Back in January, you’ve heard about the background
story on retroactive taxes, namely the Qualified Small Business Stock Incentive
or how the state went back on a certain business tax break as well as their
investors, and would now want that cash. However, investors are not doling out
the $128 million estimate the state’s seeking to get back without
fighting.
One of the partners in Reed Smith LLP, a
state tax cluster, Marty Dakessian, stated their firm is currently shaping a
coalition in order to repulse the California Franchise Tax Board verdict to put
an end to the incentives. It was stated on the coalitions website that the group
is dedicated to pursuing both legislative as well as legal methods in
preventing the aggression of the FTB.
The California Business Defense, one more
advocacy group formed by a few entrepreneurs, is also doing some lobbying on
the issue. One of the group’s organizers as well as CEO of AdverseEvents, which
is a medical information firm, Brian Overstreet, has said that numerous
entrepreneurs have joined in the cause because of tax bills that have reached
over $100,000 for each.
Derived from past rulings in similar
conditions, Dakessian stated that the FTB can still grant refunds to
out-of-state businesses which are categorized against by the incentives, rather
than taxing investors in California business.

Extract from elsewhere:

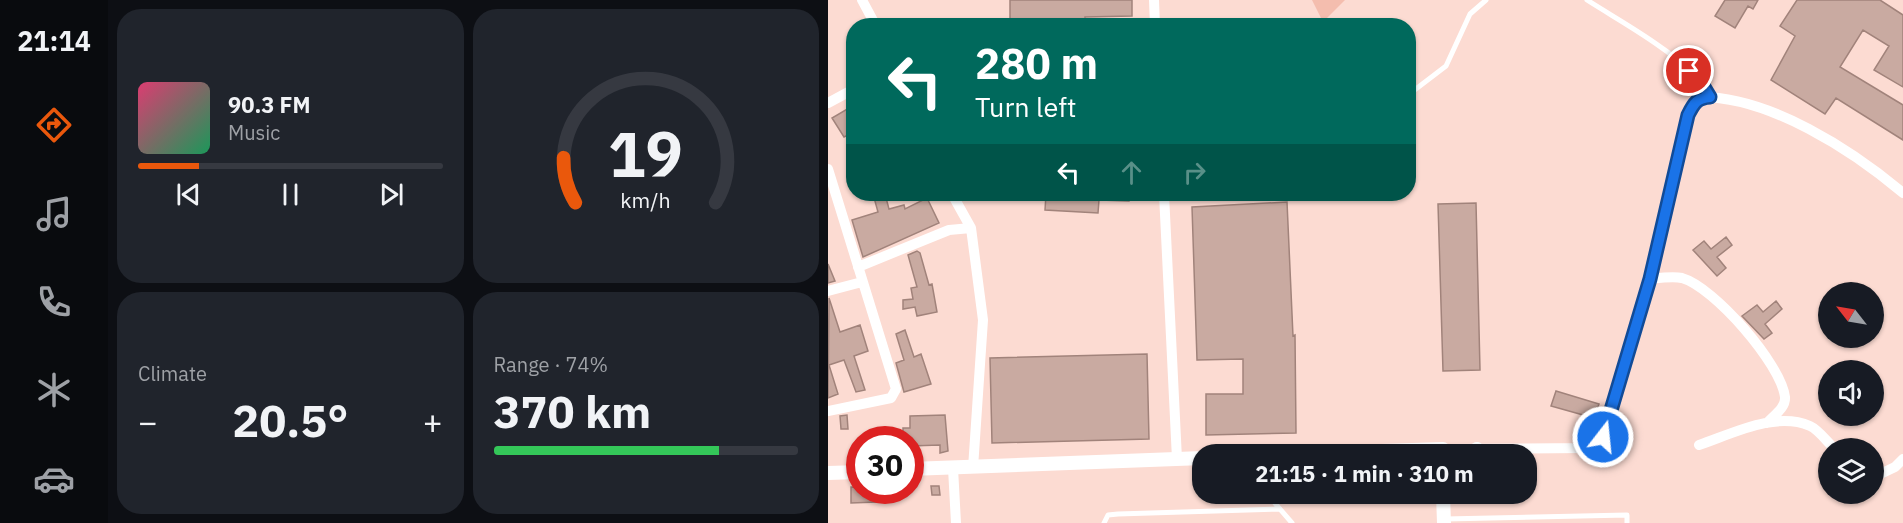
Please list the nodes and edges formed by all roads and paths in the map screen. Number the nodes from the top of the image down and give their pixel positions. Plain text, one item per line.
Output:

He further said that it’s vital that people
not just be spectators and that there’s a solution.
Apart from a potentially lengthy as well as
costly lawsuits brought by the taxpayers against the FTB, the coalition has
helped in gathering 38 bipartisan signatures on a letter coming from state lawmakers
asking the FTB it make use of its authority in order to reverse the course. It
was sent to the FTB on the 19th of February.
Dakessian stated that the action got
partially prompted by small business investors calling about getting notices of
proposed assessments, i.e. new tax bills, for about $7,000, with additional
interest up to $15,000 to $20,000.
Dakessian, who’s based in Southern
California, further stated that it’s already happening and that oftentimes it
happens to the high-tech industry people as well as entrepreneurs. Likewise, he
also said that most of the calls they’re getting come from them.